- Stored data -
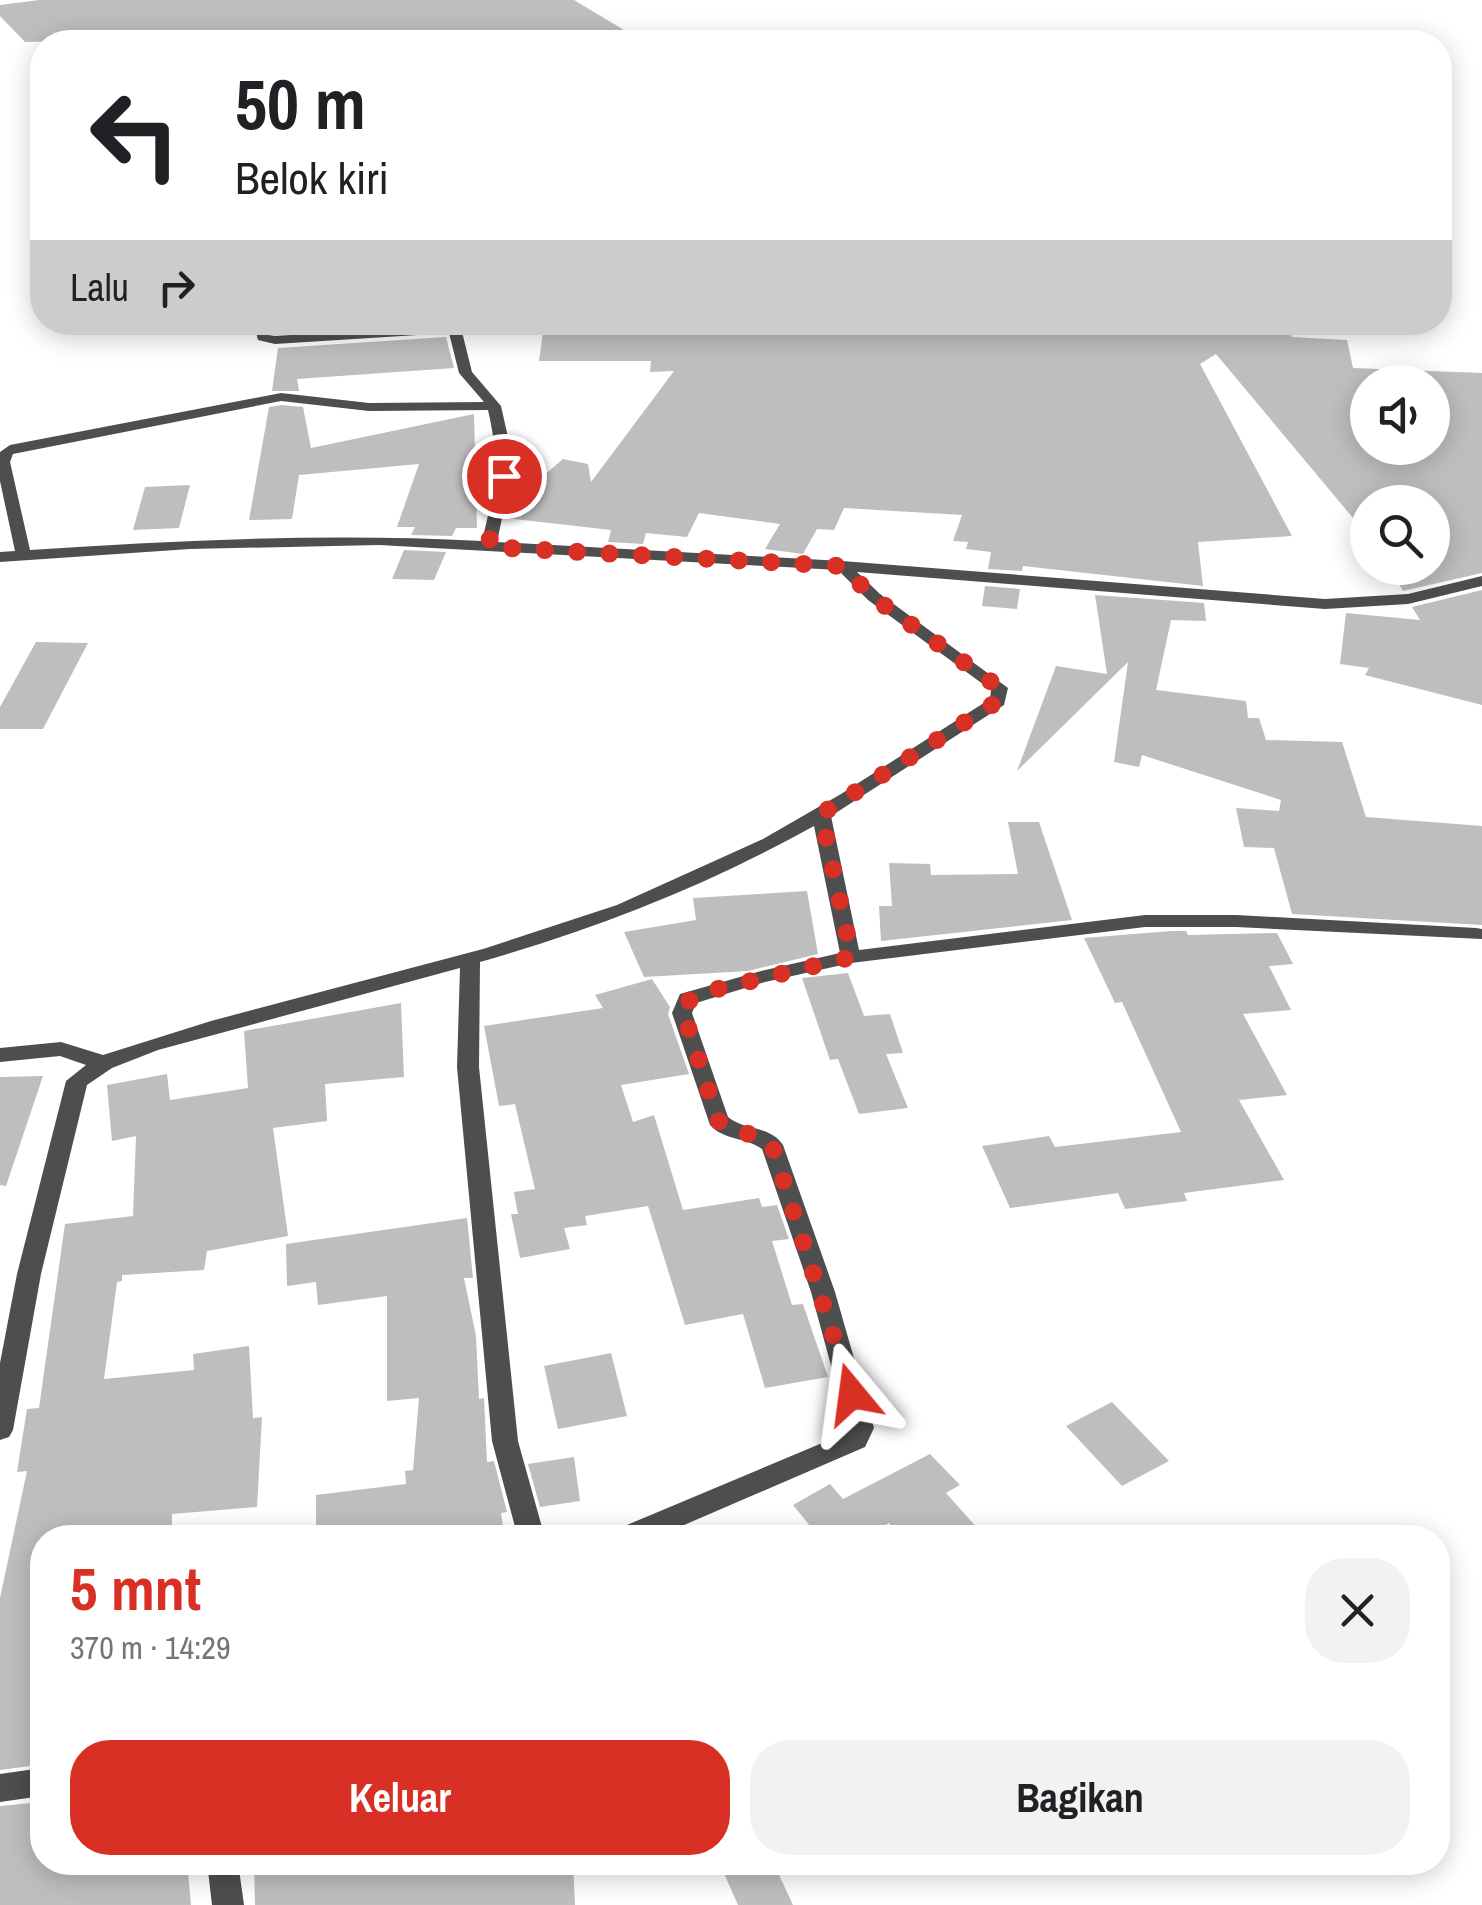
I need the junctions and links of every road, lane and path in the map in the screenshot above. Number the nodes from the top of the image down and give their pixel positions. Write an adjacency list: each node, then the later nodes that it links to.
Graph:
1 (260, 335): 2 (street)
2 (362, 335)
3 (456, 335): 4 (street)
4 (494, 406): 5 (street); 6 (street)
5 (488, 547): 6 (street); 8 (street)
6 (23, 555): 7 (street)
7 (0, 557)
8 (842, 566): 9 (street); 10 (street)
9 (1482, 581)
10 (821, 814): 12 (street); 13 (street)
11 (1476, 934): 13 (street)
12 (470, 956): 15 (street); 17 (street)
13 (852, 957): 18 (street)
14 (0, 1055): 15 (street)
15 (104, 1063): 16 (street)
16 (0, 1430)
17 (528, 1525)
18 (656, 1525)
19 (30, 1784): 20 (street)
20 (0, 1788)
21 (224, 1875): 22 (street)
22 (228, 1905)

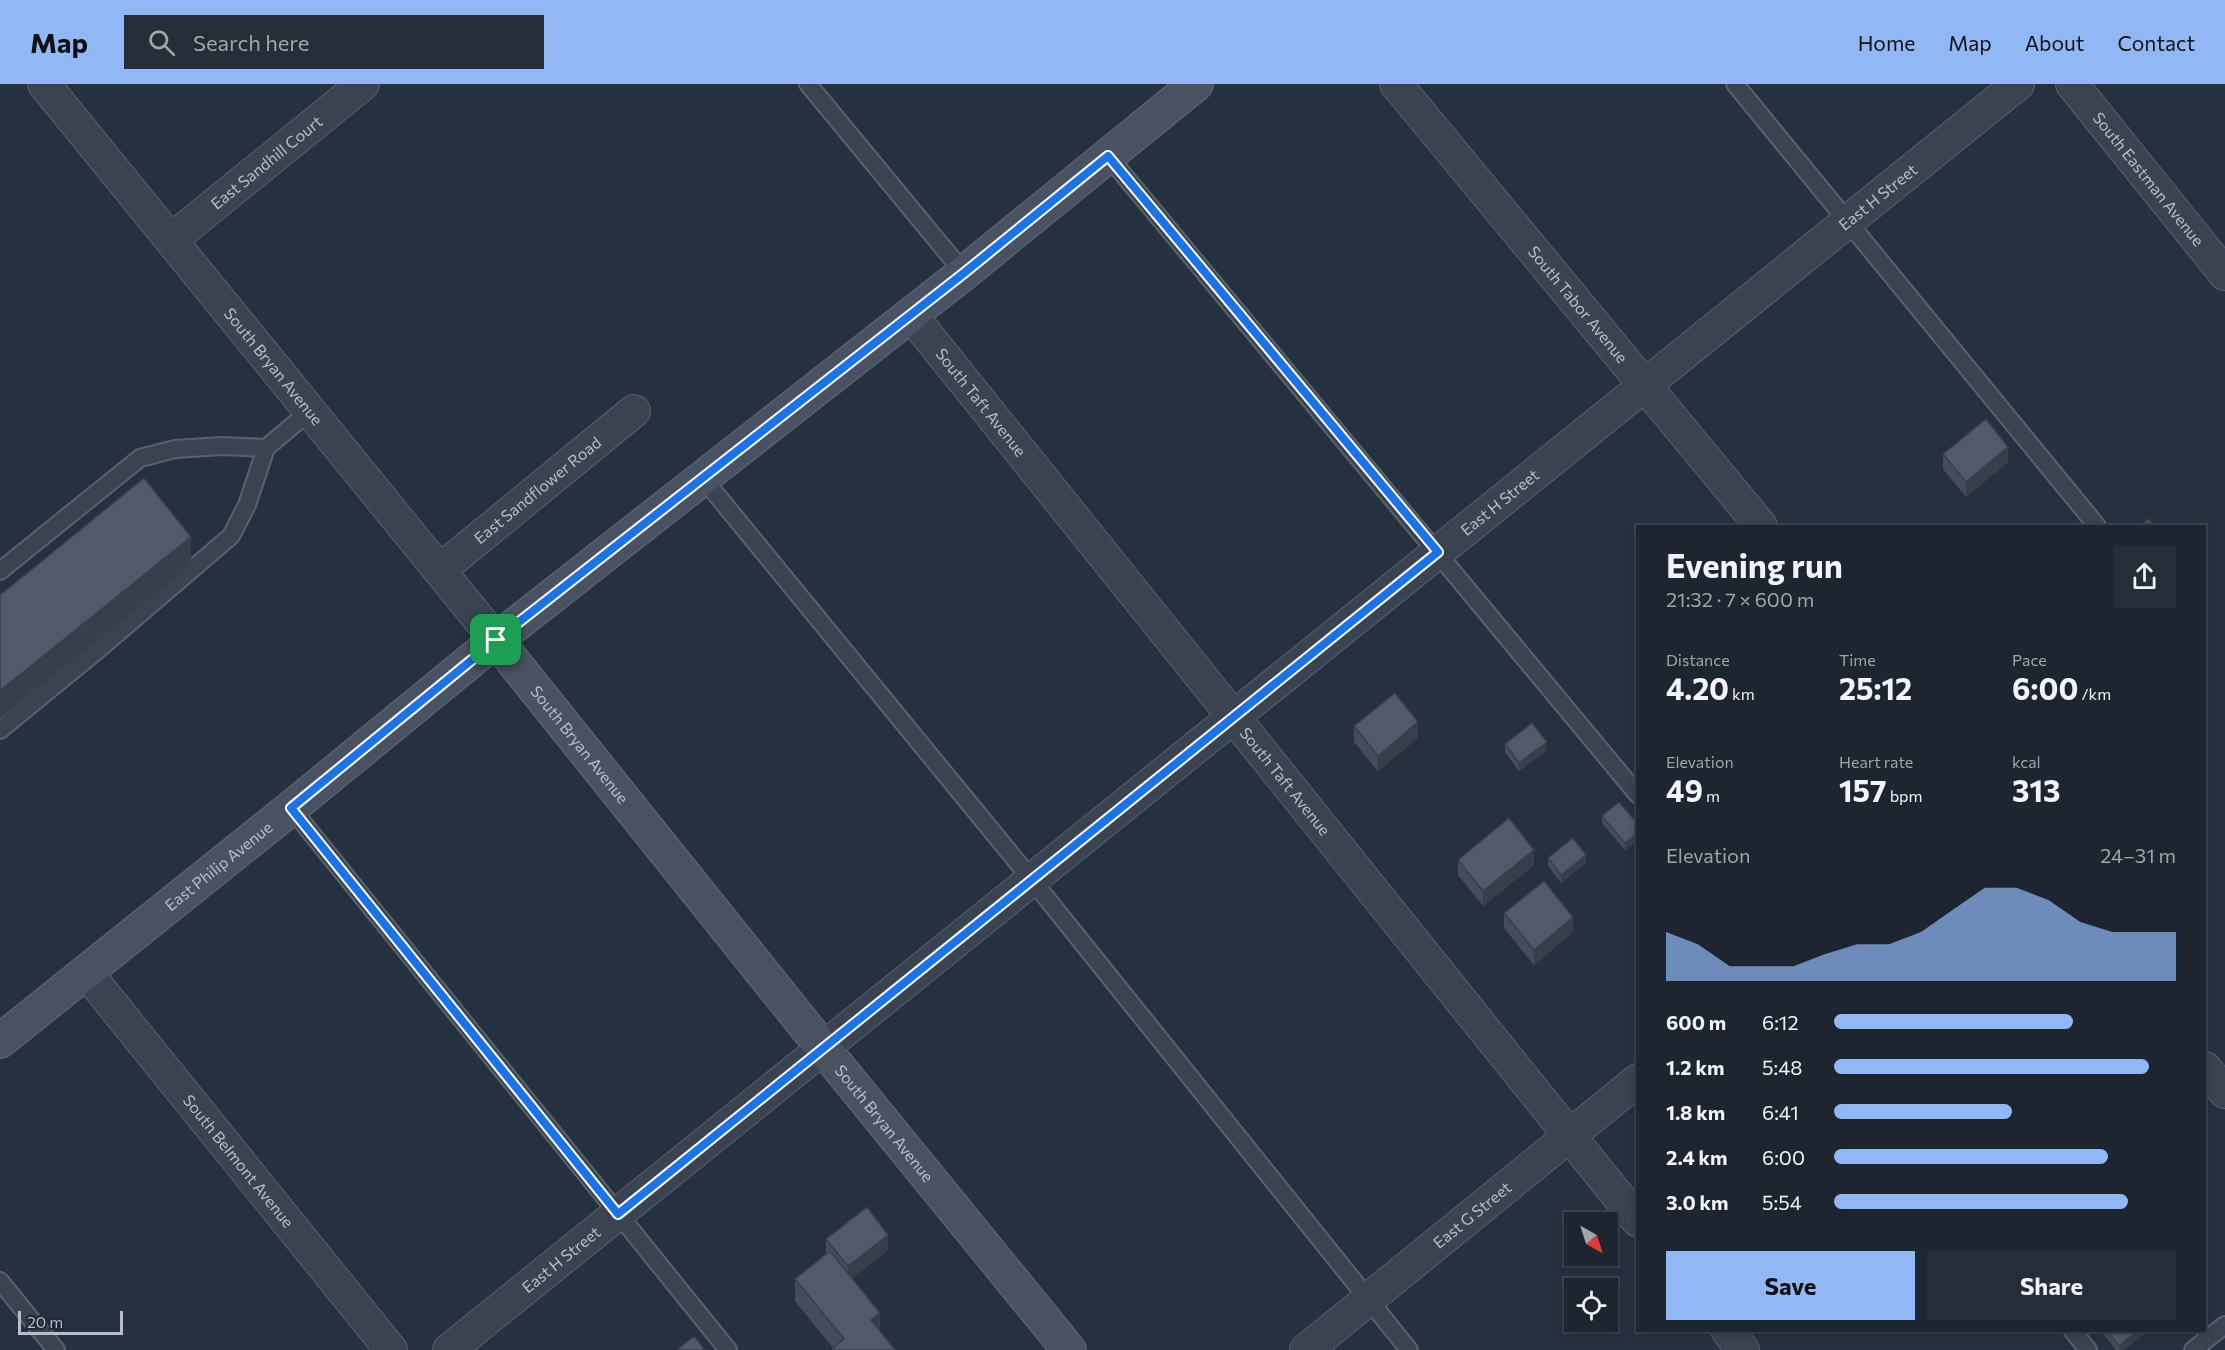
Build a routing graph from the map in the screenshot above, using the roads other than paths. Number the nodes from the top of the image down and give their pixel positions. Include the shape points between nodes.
1 (44, 84) edge
2 (363, 84) edge
3 (808, 84) edge
4 (1196, 84) edge
5 (1396, 84) edge
6 (1735, 84) edge
7 (2018, 84) edge
8 (2072, 84) edge
9 (1108, 156) junction
10 (1848, 222) junction
11 (171, 240) junction
12 (964, 273) junction
13 (2225, 274) edge
14 (911, 315) junction
15 (1645, 385) junction
16 (310, 411) junction
17 (634, 411) dead end
18 (266, 448) junction
19 (702, 477) junction
20 (1760, 525) edge
21 (2096, 525) edge
22 (1438, 552) junction
23 (440, 570) junction
24 (0, 571) edge
25 (496, 640) junction
26 (1234, 716) junction
27 (0, 730) edge
28 (1636, 793) edge
29 (291, 808) junction
30 (1032, 880) junction
31 (86, 972) junction
32 (0, 1041) edge
33 (824, 1048) junction
34 (2206, 1069) edge
35 (1636, 1082) edge
36 (2225, 1092) edge
37 (1569, 1136) junction
38 (618, 1214) junction
39 (1636, 1219) edge
40 (0, 1281) edge
41 (1367, 1300) junction
42 (2225, 1325) edge
43 (1729, 1332) edge
44 (2074, 1332) edge
45 (56, 1350) edge
46 (391, 1350) edge
47 (449, 1350) edge
48 (728, 1350) edge
49 (1069, 1350) edge
50 (1306, 1350) edge
51 (1409, 1350) edge
52 (1743, 1350) edge
53 (2088, 1350) edge
54 (2193, 1350) edge

1 - 11 street, South Bryan Avenue
2 - 11 street, East Sandhill Court
3 - 12 lane
4 - 9 main road, East Philip Avenue
5 - 15 street, South Tabor Avenue
6 - 10 lane
7 - 10 street, East H Street
8 - 13 street, South Eastman Avenue
9 - 12 main road, East Philip Avenue
9 - 22 lane
10 - 15 street, East H Street
10 - 21 lane
11 - 16 street, South Bryan Avenue
12 - 14 main road, East Philip Avenue
14 - 19 main road, East Philip Avenue
14 - 26 street, South Taft Avenue
15 - 20 street, South Tabor Avenue
15 - 22 street, East H Street
16 - 18 lane
16 - 23 street, South Bryan Avenue
17 - 23 street, East Sandflower Road
18 - 24 lane via 175,449 140,458
18 - 27 lane via 247,505 231,536
19 - 25 main road, East Philip Avenue
19 - 30 lane
22 - 26 street, East H Street
22 - 28 lane
23 - 25 street, South Bryan Avenue
25 - 29 main road, East Philip Avenue
25 - 33 main road, South Bryan Avenue
26 - 30 street, East H Street
26 - 37 street, South Taft Avenue
29 - 31 main road, East Philip Avenue
29 - 38 lane
30 - 33 street, East H Street
30 - 41 lane
31 - 32 main road, East Philip Avenue
31 - 46 street, South Belmont Avenue
33 - 38 street, East H Street
33 - 49 main road, South Bryan Avenue
34 - 36 street
35 - 37 street, East G Street
37 - 39 street, South Taft Avenue
37 - 41 street, East G Street
38 - 47 street, East H Street
38 - 48 lane
40 - 45 lane
41 - 50 street, East G Street
41 - 51 lane
42 - 54 lane
43 - 52 street
44 - 53 lane

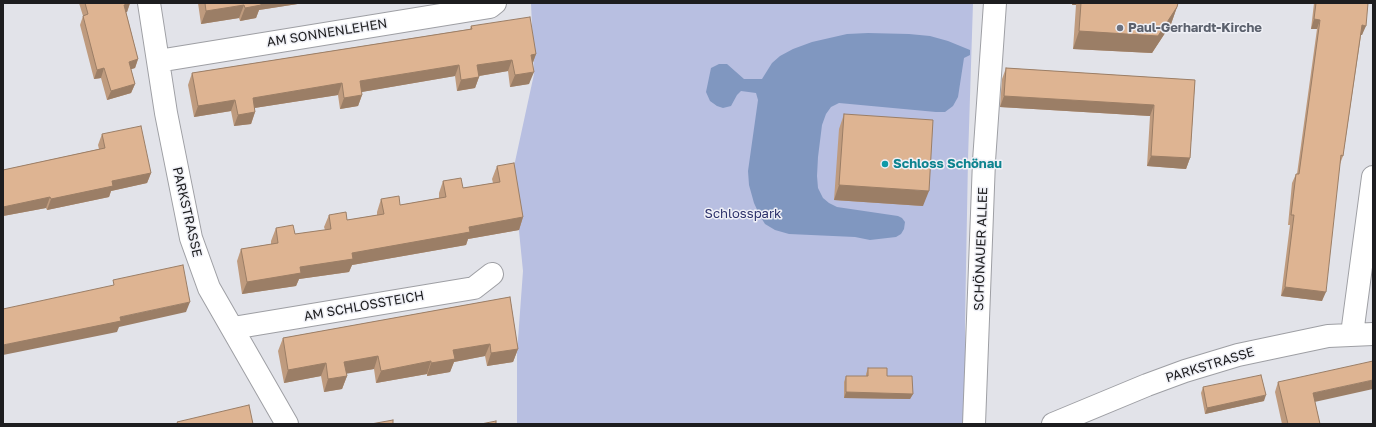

- Brief -
Omit the pictures and copy the records above exactly.

- Written solution -
I need the junctions and links of every road, lane and path in the map in the screenshot above. Number the nodes from the top of the image down and give their pixel positions. Write an adjacency list: each node, then the later nodes that it links to.
Graph:
1 (260, 335): 2 (street)
2 (362, 335)
3 (456, 335): 4 (street)
4 (494, 406): 5 (street); 6 (street)
5 (488, 547): 6 (street); 8 (street)
6 (23, 555): 7 (street)
7 (0, 557)
8 (842, 566): 9 (street); 10 (street)
9 (1482, 581)
10 (821, 814): 12 (street); 13 (street)
11 (1476, 934): 13 (street)
12 (470, 956): 15 (street); 17 (street)
13 (852, 957): 18 (street)
14 (0, 1055): 15 (street)
15 (104, 1063): 16 (street)
16 (0, 1430)
17 (528, 1525)
18 (656, 1525)
19 (30, 1784): 20 (street)
20 (0, 1788)
21 (224, 1875): 22 (street)
22 (228, 1905)

Build a routing graph from the map in the screenshot above, using the roads other than paths. Number the nodes from the top of the image down and give their pixel positions. Include the shape points between nodes.
1 (44, 84) edge
2 (363, 84) edge
3 (808, 84) edge
4 (1196, 84) edge
5 (1396, 84) edge
6 (1735, 84) edge
7 (2018, 84) edge
8 (2072, 84) edge
9 (1108, 156) junction
10 (1848, 222) junction
11 (171, 240) junction
12 (964, 273) junction
13 (2225, 274) edge
14 (911, 315) junction
15 (1645, 385) junction
16 (310, 411) junction
17 (634, 411) dead end
18 (266, 448) junction
19 (702, 477) junction
20 (1760, 525) edge
21 (2096, 525) edge
22 (1438, 552) junction
23 (440, 570) junction
24 (0, 571) edge
25 (496, 640) junction
26 (1234, 716) junction
27 (0, 730) edge
28 (1636, 793) edge
29 (291, 808) junction
30 (1032, 880) junction
31 (86, 972) junction
32 (0, 1041) edge
33 (824, 1048) junction
34 (2206, 1069) edge
35 (1636, 1082) edge
36 (2225, 1092) edge
37 (1569, 1136) junction
38 (618, 1214) junction
39 (1636, 1219) edge
40 (0, 1281) edge
41 (1367, 1300) junction
42 (2225, 1325) edge
43 (1729, 1332) edge
44 (2074, 1332) edge
45 (56, 1350) edge
46 (391, 1350) edge
47 (449, 1350) edge
48 (728, 1350) edge
49 (1069, 1350) edge
50 (1306, 1350) edge
51 (1409, 1350) edge
52 (1743, 1350) edge
53 (2088, 1350) edge
54 (2193, 1350) edge

1 - 11 street, South Bryan Avenue
2 - 11 street, East Sandhill Court
3 - 12 lane
4 - 9 main road, East Philip Avenue
5 - 15 street, South Tabor Avenue
6 - 10 lane
7 - 10 street, East H Street
8 - 13 street, South Eastman Avenue
9 - 12 main road, East Philip Avenue
9 - 22 lane
10 - 15 street, East H Street
10 - 21 lane
11 - 16 street, South Bryan Avenue
12 - 14 main road, East Philip Avenue
14 - 19 main road, East Philip Avenue
14 - 26 street, South Taft Avenue
15 - 20 street, South Tabor Avenue
15 - 22 street, East H Street
16 - 18 lane
16 - 23 street, South Bryan Avenue
17 - 23 street, East Sandflower Road
18 - 24 lane via 175,449 140,458
18 - 27 lane via 247,505 231,536
19 - 25 main road, East Philip Avenue
19 - 30 lane
22 - 26 street, East H Street
22 - 28 lane
23 - 25 street, South Bryan Avenue
25 - 29 main road, East Philip Avenue
25 - 33 main road, South Bryan Avenue
26 - 30 street, East H Street
26 - 37 street, South Taft Avenue
29 - 31 main road, East Philip Avenue
29 - 38 lane
30 - 33 street, East H Street
30 - 41 lane
31 - 32 main road, East Philip Avenue
31 - 46 street, South Belmont Avenue
33 - 38 street, East H Street
33 - 49 main road, South Bryan Avenue
34 - 36 street
35 - 37 street, East G Street
37 - 39 street, South Taft Avenue
37 - 41 street, East G Street
38 - 47 street, East H Street
38 - 48 lane
40 - 45 lane
41 - 50 street, East G Street
41 - 51 lane
42 - 54 lane
43 - 52 street
44 - 53 lane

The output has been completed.